React Conf 2024 Day 1 & React Conf 2024 Day 2
Among frontend frameworks, React dominates them all by a significant margin. It is used by most of the companies I have had the opportunity to work for, and the current workplace situation is no different. If it is not a React, it is a meta framework level above it. It is worth following recent React announcements, especially since they released the RC version of their 19th major release. On the 15th and 16th of May, the 7th React Conf took place in Las Vegas, and it was full of great talks. Similarly, as in the last post, I prepared a quick summary of everything I found most interesting.
- The opening keynote by Joe Savona, Mofei Zhang, Lauren Tan, Sathya Gunasekaran, Andrew Clark, and Josh Story summarizes the current state of the React ecosystem, what’s new in React 19, and the plans for the upcoming versions. The keynote is a worth-watching talk to stay current without going into the weeds too much.
- “Roadmap to React 19” by Sam Selikoff is a 100% hands-on refactoring demo of an app written in a standard React way that we know and use to take advantage of the new React 19 primitives.
- “React for Two Computers” by Dan Abramov is one of my favourite talks from this conference. Every time React introduces a new thing, Dan is on a mission to find a way to explain it to dev folks. In this talk, he came prepared with metaphors to help us understand the new server/client communication of the React component. Excellent talk!

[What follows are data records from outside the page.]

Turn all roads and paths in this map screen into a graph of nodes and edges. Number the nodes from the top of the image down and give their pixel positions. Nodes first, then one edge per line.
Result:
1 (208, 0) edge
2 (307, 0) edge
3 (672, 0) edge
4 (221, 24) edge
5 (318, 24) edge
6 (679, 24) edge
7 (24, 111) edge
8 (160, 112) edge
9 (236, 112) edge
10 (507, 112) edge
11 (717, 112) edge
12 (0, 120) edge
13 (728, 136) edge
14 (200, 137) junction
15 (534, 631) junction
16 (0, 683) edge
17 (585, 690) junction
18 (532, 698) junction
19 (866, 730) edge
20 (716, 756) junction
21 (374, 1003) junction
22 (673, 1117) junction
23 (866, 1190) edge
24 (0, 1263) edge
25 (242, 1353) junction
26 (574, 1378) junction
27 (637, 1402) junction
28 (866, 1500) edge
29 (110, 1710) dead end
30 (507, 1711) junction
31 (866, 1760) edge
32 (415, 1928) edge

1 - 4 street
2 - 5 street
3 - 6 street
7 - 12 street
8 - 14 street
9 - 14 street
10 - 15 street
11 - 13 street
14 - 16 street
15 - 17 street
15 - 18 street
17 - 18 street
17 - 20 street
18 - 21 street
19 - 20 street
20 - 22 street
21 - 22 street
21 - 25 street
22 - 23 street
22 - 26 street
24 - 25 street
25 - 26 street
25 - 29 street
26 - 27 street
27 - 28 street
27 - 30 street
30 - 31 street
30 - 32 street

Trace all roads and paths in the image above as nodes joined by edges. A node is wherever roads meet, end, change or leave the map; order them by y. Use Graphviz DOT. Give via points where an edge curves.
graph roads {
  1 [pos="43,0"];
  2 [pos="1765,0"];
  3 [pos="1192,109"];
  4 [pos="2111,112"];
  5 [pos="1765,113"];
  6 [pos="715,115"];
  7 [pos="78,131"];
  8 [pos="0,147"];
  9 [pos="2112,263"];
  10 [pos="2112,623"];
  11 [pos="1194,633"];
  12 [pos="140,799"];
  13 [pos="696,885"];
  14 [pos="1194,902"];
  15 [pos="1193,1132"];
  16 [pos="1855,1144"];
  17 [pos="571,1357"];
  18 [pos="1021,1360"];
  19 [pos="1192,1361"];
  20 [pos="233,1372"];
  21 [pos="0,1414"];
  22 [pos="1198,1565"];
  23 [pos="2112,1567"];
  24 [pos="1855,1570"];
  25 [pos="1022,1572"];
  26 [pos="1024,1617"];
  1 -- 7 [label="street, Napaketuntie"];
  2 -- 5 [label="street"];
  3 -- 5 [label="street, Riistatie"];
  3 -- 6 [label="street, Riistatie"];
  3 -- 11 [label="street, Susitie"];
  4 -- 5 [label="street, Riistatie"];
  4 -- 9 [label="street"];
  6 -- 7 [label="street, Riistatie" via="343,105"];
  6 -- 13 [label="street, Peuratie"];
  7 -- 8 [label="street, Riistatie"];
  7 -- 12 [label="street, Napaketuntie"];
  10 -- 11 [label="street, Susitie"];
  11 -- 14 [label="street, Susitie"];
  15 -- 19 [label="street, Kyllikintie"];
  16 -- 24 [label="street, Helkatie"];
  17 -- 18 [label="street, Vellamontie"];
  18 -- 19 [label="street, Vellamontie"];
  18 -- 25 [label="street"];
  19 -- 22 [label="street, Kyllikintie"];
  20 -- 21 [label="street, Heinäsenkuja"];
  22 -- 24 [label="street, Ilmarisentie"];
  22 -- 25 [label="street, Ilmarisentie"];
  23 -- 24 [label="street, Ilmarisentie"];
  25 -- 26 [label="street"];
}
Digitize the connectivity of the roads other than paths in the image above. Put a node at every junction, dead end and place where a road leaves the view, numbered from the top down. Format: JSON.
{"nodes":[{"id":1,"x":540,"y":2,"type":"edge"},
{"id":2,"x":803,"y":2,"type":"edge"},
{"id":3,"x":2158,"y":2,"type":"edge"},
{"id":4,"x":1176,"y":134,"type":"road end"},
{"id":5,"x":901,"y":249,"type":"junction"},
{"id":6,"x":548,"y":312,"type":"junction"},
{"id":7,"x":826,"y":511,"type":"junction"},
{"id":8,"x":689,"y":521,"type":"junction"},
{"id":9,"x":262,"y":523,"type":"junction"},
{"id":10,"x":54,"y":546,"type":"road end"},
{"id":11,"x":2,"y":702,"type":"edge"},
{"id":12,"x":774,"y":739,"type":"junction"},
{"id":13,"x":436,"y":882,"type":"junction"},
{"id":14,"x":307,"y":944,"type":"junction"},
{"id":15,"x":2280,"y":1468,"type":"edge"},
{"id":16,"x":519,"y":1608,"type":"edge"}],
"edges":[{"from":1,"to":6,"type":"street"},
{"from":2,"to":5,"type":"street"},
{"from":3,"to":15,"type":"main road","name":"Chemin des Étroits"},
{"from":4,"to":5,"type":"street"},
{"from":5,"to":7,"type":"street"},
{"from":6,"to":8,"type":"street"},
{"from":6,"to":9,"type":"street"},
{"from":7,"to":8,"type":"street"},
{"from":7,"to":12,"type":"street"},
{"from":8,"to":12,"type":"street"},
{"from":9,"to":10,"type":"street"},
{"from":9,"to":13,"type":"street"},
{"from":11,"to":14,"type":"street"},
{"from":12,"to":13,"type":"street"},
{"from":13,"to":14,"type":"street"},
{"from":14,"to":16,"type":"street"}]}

Queueing - An interactive study of queueing strategies
Sam Rose’s guide helps readers understand queues, their types, and when to use them. The interactive demos prepared for this blog post help convey the concept.
terminal.sexy - Terminal Color Scheme Designer
This is a handy tool for designing terminal color schemes. It lets creators share the results via URL and supports formats for most of the popular terminal clients. It’s nothing new, but it’s super handy when you need it.